(Dataset entries)
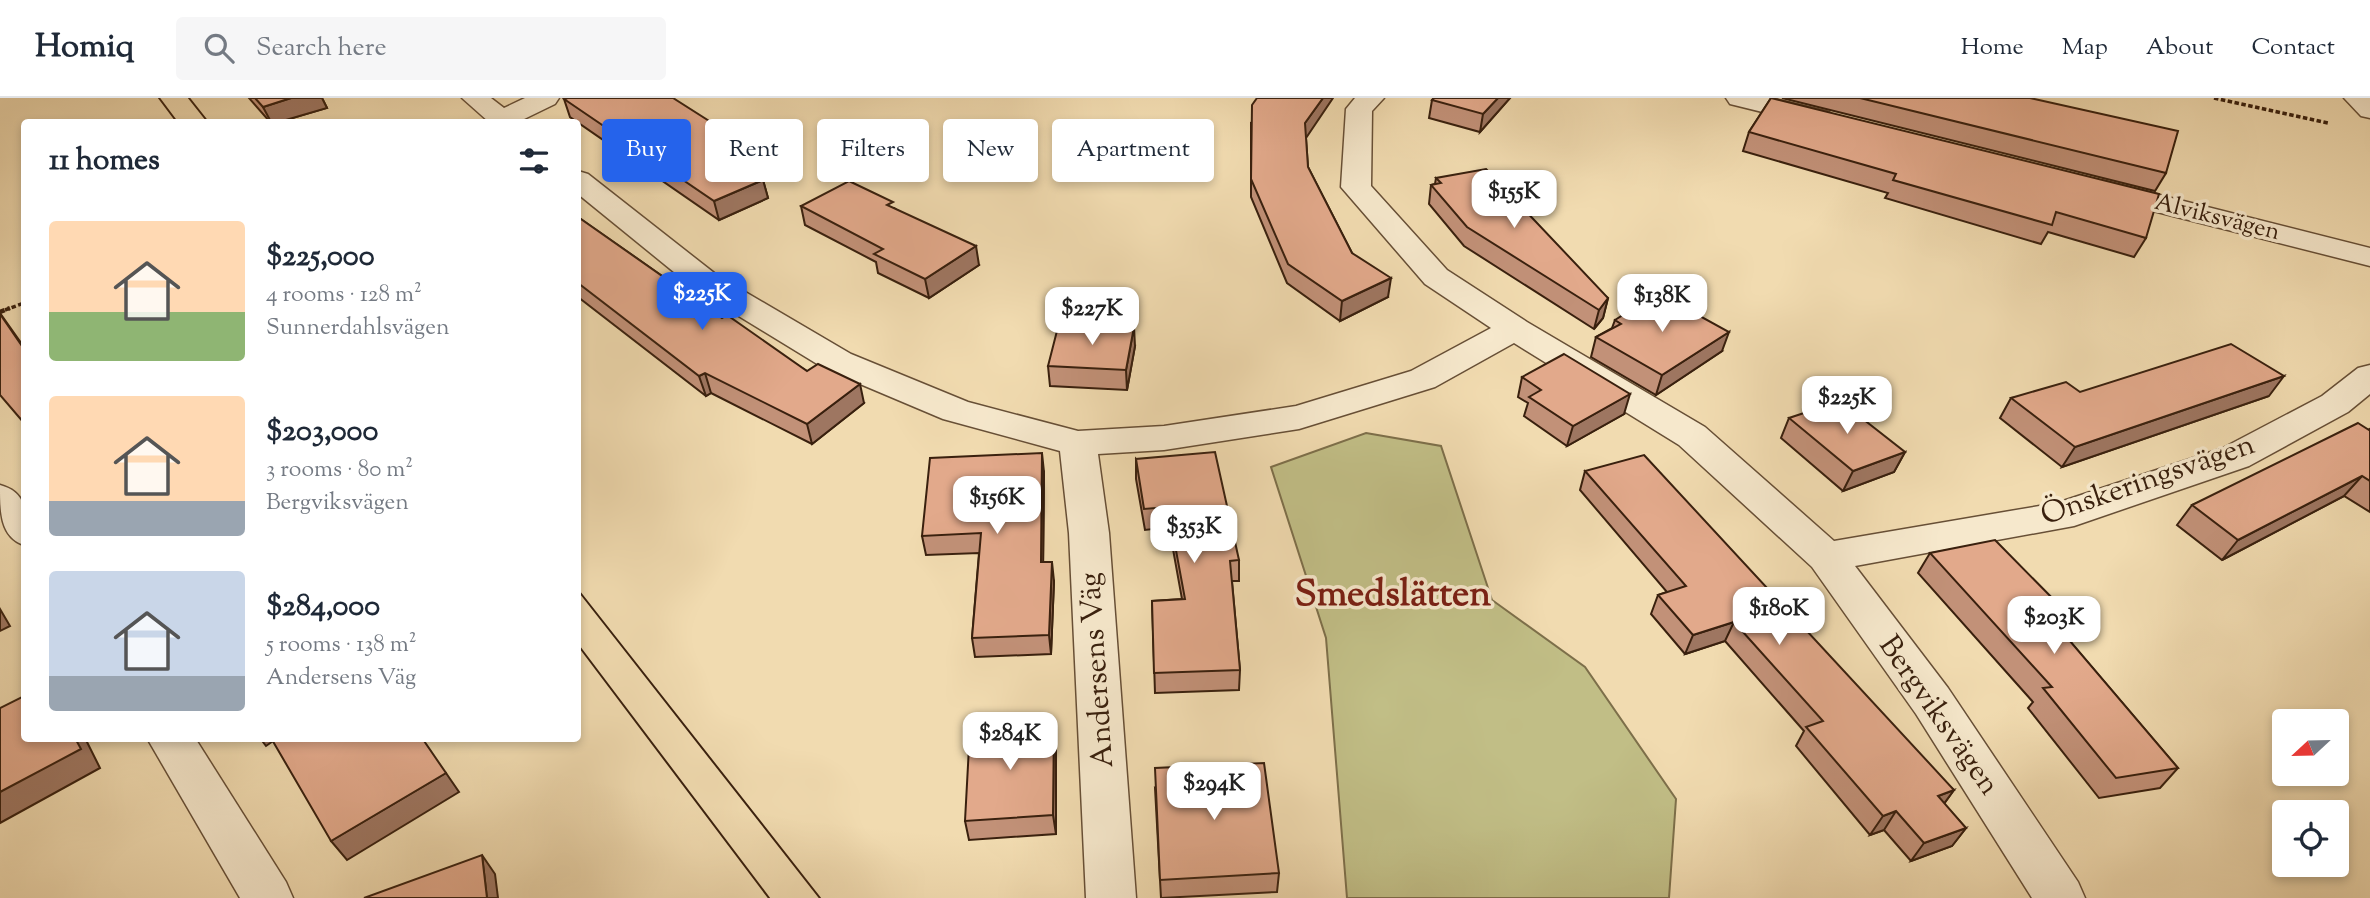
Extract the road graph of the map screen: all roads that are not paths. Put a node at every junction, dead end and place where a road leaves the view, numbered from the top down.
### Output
1 (475, 98) edge
2 (547, 98) edge
3 (1371, 98) edge
4 (1739, 98) edge
5 (2357, 98) edge
6 (2370, 110) edge
7 (501, 119) edge
8 (507, 119) edge
9 (1846, 125) edge
10 (581, 182) edge
11 (2075, 182) edge
12 (2370, 257) edge
13 (1515, 329) junction
14 (2370, 376) edge
15 (1078, 443) junction
16 (0, 498) edge
17 (21, 527) edge
18 (1826, 557) junction
19 (172, 742) edge
20 (268, 898) edge
21 (1111, 898) edge
22 (2060, 898) edge

1 - 7 street
2 - 8 street
3 - 13 street, Bergviksvägen
4 - 9 street
5 - 6 street
10 - 15 street
11 - 12 street, Alviksvägen
13 - 15 street
13 - 18 street, Bergviksvägen
14 - 18 street, Önskeringsvägen
15 - 21 street, Andersens Väg
16 - 17 street
18 - 22 street, Bergviksvägen
19 - 20 street

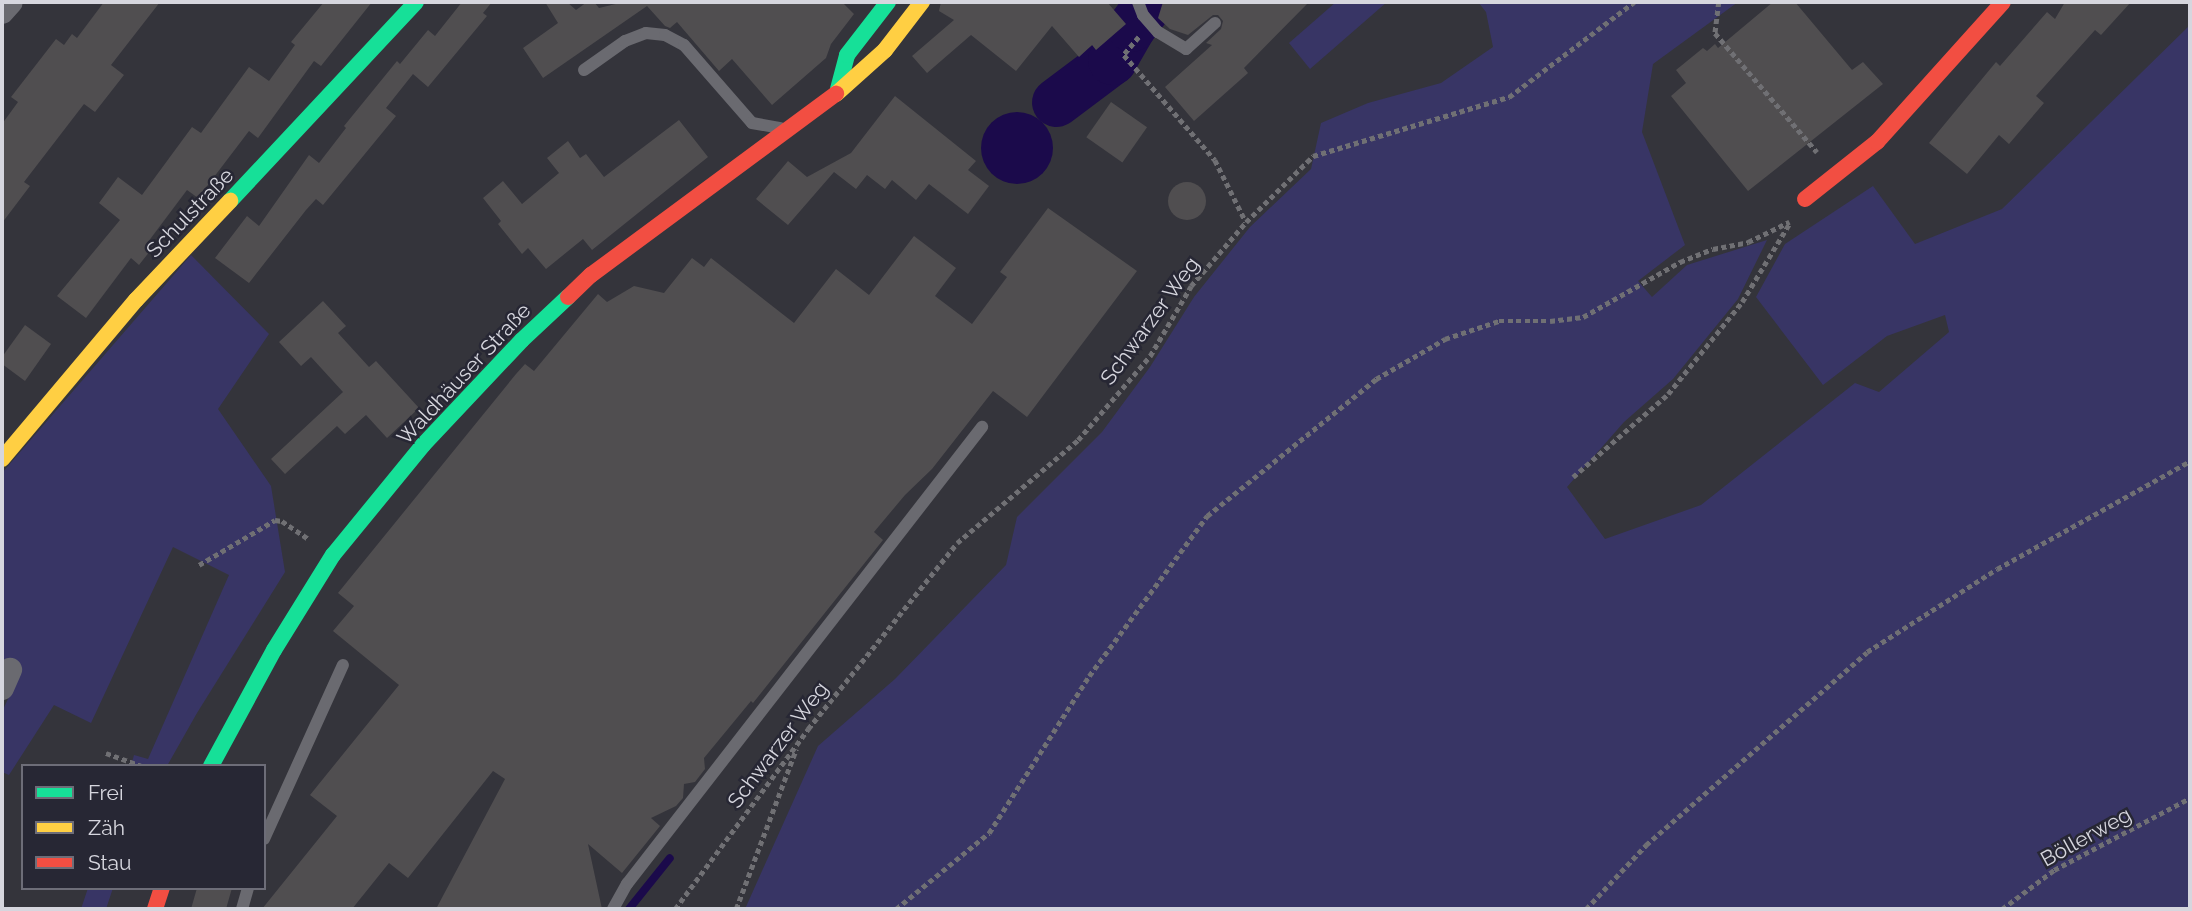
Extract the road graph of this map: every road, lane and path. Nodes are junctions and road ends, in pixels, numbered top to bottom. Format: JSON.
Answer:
{"nodes":[{"id":1,"x":11,"y":2,"type":"edge"},
{"id":2,"x":416,"y":2,"type":"edge"},
{"id":3,"x":888,"y":2,"type":"edge"},
{"id":4,"x":922,"y":2,"type":"edge"},
{"id":5,"x":1138,"y":2,"type":"edge"},
{"id":6,"x":1634,"y":2,"type":"edge"},
{"id":7,"x":1719,"y":2,"type":"edge"},
{"id":8,"x":2003,"y":2,"type":"edge"},
{"id":9,"x":2,"y":12,"type":"edge"},
{"id":10,"x":1143,"y":15,"type":"junction"},
{"id":11,"x":1216,"y":23,"type":"dead end"},
{"id":12,"x":584,"y":70,"type":"dead end"},
{"id":13,"x":837,"y":93,"type":"junction"},
{"id":14,"x":788,"y":129,"type":"junction"},
{"id":15,"x":1810,"y":143,"type":"dead end"},
{"id":16,"x":1805,"y":200,"type":"joint"},
{"id":17,"x":1246,"y":222,"type":"junction"},
{"id":18,"x":1790,"y":222,"type":"junction"},
{"id":19,"x":982,"y":427,"type":"dead end"},
{"id":20,"x":2,"y":459,"type":"edge"},
{"id":21,"x":2190,"y":462,"type":"edge"},
{"id":22,"x":1573,"y":477,"type":"dead end"},
{"id":23,"x":300,"y":533,"type":"dead end"},
{"id":24,"x":199,"y":565,"type":"dead end"},
{"id":25,"x":343,"y":665,"type":"dead end"},
{"id":26,"x":798,"y":743,"type":"junction"},
{"id":27,"x":106,"y":753,"type":"dead end"},
{"id":28,"x":136,"y":764,"type":"edge"},
{"id":29,"x":212,"y":764,"type":"edge"},
{"id":30,"x":2190,"y":798,"type":"edge"},
{"id":31,"x":266,"y":835,"type":"edge"},
{"id":32,"x":161,"y":890,"type":"edge"},
{"id":33,"x":247,"y":890,"type":"edge"},
{"id":34,"x":155,"y":909,"type":"edge"},
{"id":35,"x":242,"y":909,"type":"edge"},
{"id":36,"x":614,"y":909,"type":"edge"},
{"id":37,"x":676,"y":909,"type":"edge"},
{"id":38,"x":736,"y":909,"type":"edge"},
{"id":39,"x":896,"y":909,"type":"edge"},
{"id":40,"x":1586,"y":909,"type":"edge"},
{"id":41,"x":2002,"y":909,"type":"edge"}],
"edges":[{"from":1,"to":9,"type":"street"},
{"from":2,"to":20,"type":"street","name":"Schulstraße"},
{"from":3,"to":13,"type":"street"},
{"from":4,"to":13,"type":"street","name":"Waldhäuser Straße"},
{"from":5,"to":10,"type":"lane"},
{"from":6,"to":17,"type":"path","name":"Schwarzer Weg"},
{"from":7,"to":15,"type":"path"},
{"from":8,"to":16,"type":"street"},
{"from":10,"to":11,"type":"lane"},
{"from":10,"to":17,"type":"path"},
{"from":12,"to":14,"type":"lane"},
{"from":13,"to":14,"type":"street","name":"Waldhäuser Straße"},
{"from":14,"to":29,"type":"street","name":"Waldhäuser Straße"},
{"from":16,"to":18,"type":"path"},
{"from":17,"to":26,"type":"path","name":"Schwarzer Weg"},
{"from":18,"to":22,"type":"path"},
{"from":18,"to":39,"type":"path"},
{"from":19,"to":36,"type":"lane"},
{"from":21,"to":40,"type":"path"},
{"from":23,"to":24,"type":"path"},
{"from":25,"to":31,"type":"lane"},
{"from":26,"to":37,"type":"path","name":"Schwarzer Weg"},
{"from":26,"to":38,"type":"path"},
{"from":27,"to":28,"type":"path"},
{"from":30,"to":41,"type":"path","name":"Böllerweg"},
{"from":32,"to":34,"type":"street"},
{"from":33,"to":35,"type":"lane"}]}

What you are asked to do: The records above are to be copied exactly, with no pictures carried over.

Answer to this problem:
Extract the road graph of the map screen: all roads that are not paths. Put a node at every junction, dead end and place where a road leaves the view, numbered from the top down.
### Output
1 (475, 98) edge
2 (547, 98) edge
3 (1371, 98) edge
4 (1739, 98) edge
5 (2357, 98) edge
6 (2370, 110) edge
7 (501, 119) edge
8 (507, 119) edge
9 (1846, 125) edge
10 (581, 182) edge
11 (2075, 182) edge
12 (2370, 257) edge
13 (1515, 329) junction
14 (2370, 376) edge
15 (1078, 443) junction
16 (0, 498) edge
17 (21, 527) edge
18 (1826, 557) junction
19 (172, 742) edge
20 (268, 898) edge
21 (1111, 898) edge
22 (2060, 898) edge

1 - 7 street
2 - 8 street
3 - 13 street, Bergviksvägen
4 - 9 street
5 - 6 street
10 - 15 street
11 - 12 street, Alviksvägen
13 - 15 street
13 - 18 street, Bergviksvägen
14 - 18 street, Önskeringsvägen
15 - 21 street, Andersens Väg
16 - 17 street
18 - 22 street, Bergviksvägen
19 - 20 street

Extract the road graph of this map: every road, lane and path. Nodes are junctions and road ends, in pixels, numbered top to bottom. Format: JSON.
Answer:
{"nodes":[{"id":1,"x":11,"y":2,"type":"edge"},
{"id":2,"x":416,"y":2,"type":"edge"},
{"id":3,"x":888,"y":2,"type":"edge"},
{"id":4,"x":922,"y":2,"type":"edge"},
{"id":5,"x":1138,"y":2,"type":"edge"},
{"id":6,"x":1634,"y":2,"type":"edge"},
{"id":7,"x":1719,"y":2,"type":"edge"},
{"id":8,"x":2003,"y":2,"type":"edge"},
{"id":9,"x":2,"y":12,"type":"edge"},
{"id":10,"x":1143,"y":15,"type":"junction"},
{"id":11,"x":1216,"y":23,"type":"dead end"},
{"id":12,"x":584,"y":70,"type":"dead end"},
{"id":13,"x":837,"y":93,"type":"junction"},
{"id":14,"x":788,"y":129,"type":"junction"},
{"id":15,"x":1810,"y":143,"type":"dead end"},
{"id":16,"x":1805,"y":200,"type":"joint"},
{"id":17,"x":1246,"y":222,"type":"junction"},
{"id":18,"x":1790,"y":222,"type":"junction"},
{"id":19,"x":982,"y":427,"type":"dead end"},
{"id":20,"x":2,"y":459,"type":"edge"},
{"id":21,"x":2190,"y":462,"type":"edge"},
{"id":22,"x":1573,"y":477,"type":"dead end"},
{"id":23,"x":300,"y":533,"type":"dead end"},
{"id":24,"x":199,"y":565,"type":"dead end"},
{"id":25,"x":343,"y":665,"type":"dead end"},
{"id":26,"x":798,"y":743,"type":"junction"},
{"id":27,"x":106,"y":753,"type":"dead end"},
{"id":28,"x":136,"y":764,"type":"edge"},
{"id":29,"x":212,"y":764,"type":"edge"},
{"id":30,"x":2190,"y":798,"type":"edge"},
{"id":31,"x":266,"y":835,"type":"edge"},
{"id":32,"x":161,"y":890,"type":"edge"},
{"id":33,"x":247,"y":890,"type":"edge"},
{"id":34,"x":155,"y":909,"type":"edge"},
{"id":35,"x":242,"y":909,"type":"edge"},
{"id":36,"x":614,"y":909,"type":"edge"},
{"id":37,"x":676,"y":909,"type":"edge"},
{"id":38,"x":736,"y":909,"type":"edge"},
{"id":39,"x":896,"y":909,"type":"edge"},
{"id":40,"x":1586,"y":909,"type":"edge"},
{"id":41,"x":2002,"y":909,"type":"edge"}],
"edges":[{"from":1,"to":9,"type":"street"},
{"from":2,"to":20,"type":"street","name":"Schulstraße"},
{"from":3,"to":13,"type":"street"},
{"from":4,"to":13,"type":"street","name":"Waldhäuser Straße"},
{"from":5,"to":10,"type":"lane"},
{"from":6,"to":17,"type":"path","name":"Schwarzer Weg"},
{"from":7,"to":15,"type":"path"},
{"from":8,"to":16,"type":"street"},
{"from":10,"to":11,"type":"lane"},
{"from":10,"to":17,"type":"path"},
{"from":12,"to":14,"type":"lane"},
{"from":13,"to":14,"type":"street","name":"Waldhäuser Straße"},
{"from":14,"to":29,"type":"street","name":"Waldhäuser Straße"},
{"from":16,"to":18,"type":"path"},
{"from":17,"to":26,"type":"path","name":"Schwarzer Weg"},
{"from":18,"to":22,"type":"path"},
{"from":18,"to":39,"type":"path"},
{"from":19,"to":36,"type":"lane"},
{"from":21,"to":40,"type":"path"},
{"from":23,"to":24,"type":"path"},
{"from":25,"to":31,"type":"lane"},
{"from":26,"to":37,"type":"path","name":"Schwarzer Weg"},
{"from":26,"to":38,"type":"path"},
{"from":27,"to":28,"type":"path"},
{"from":30,"to":41,"type":"path","name":"Böllerweg"},
{"from":32,"to":34,"type":"street"},
{"from":33,"to":35,"type":"lane"}]}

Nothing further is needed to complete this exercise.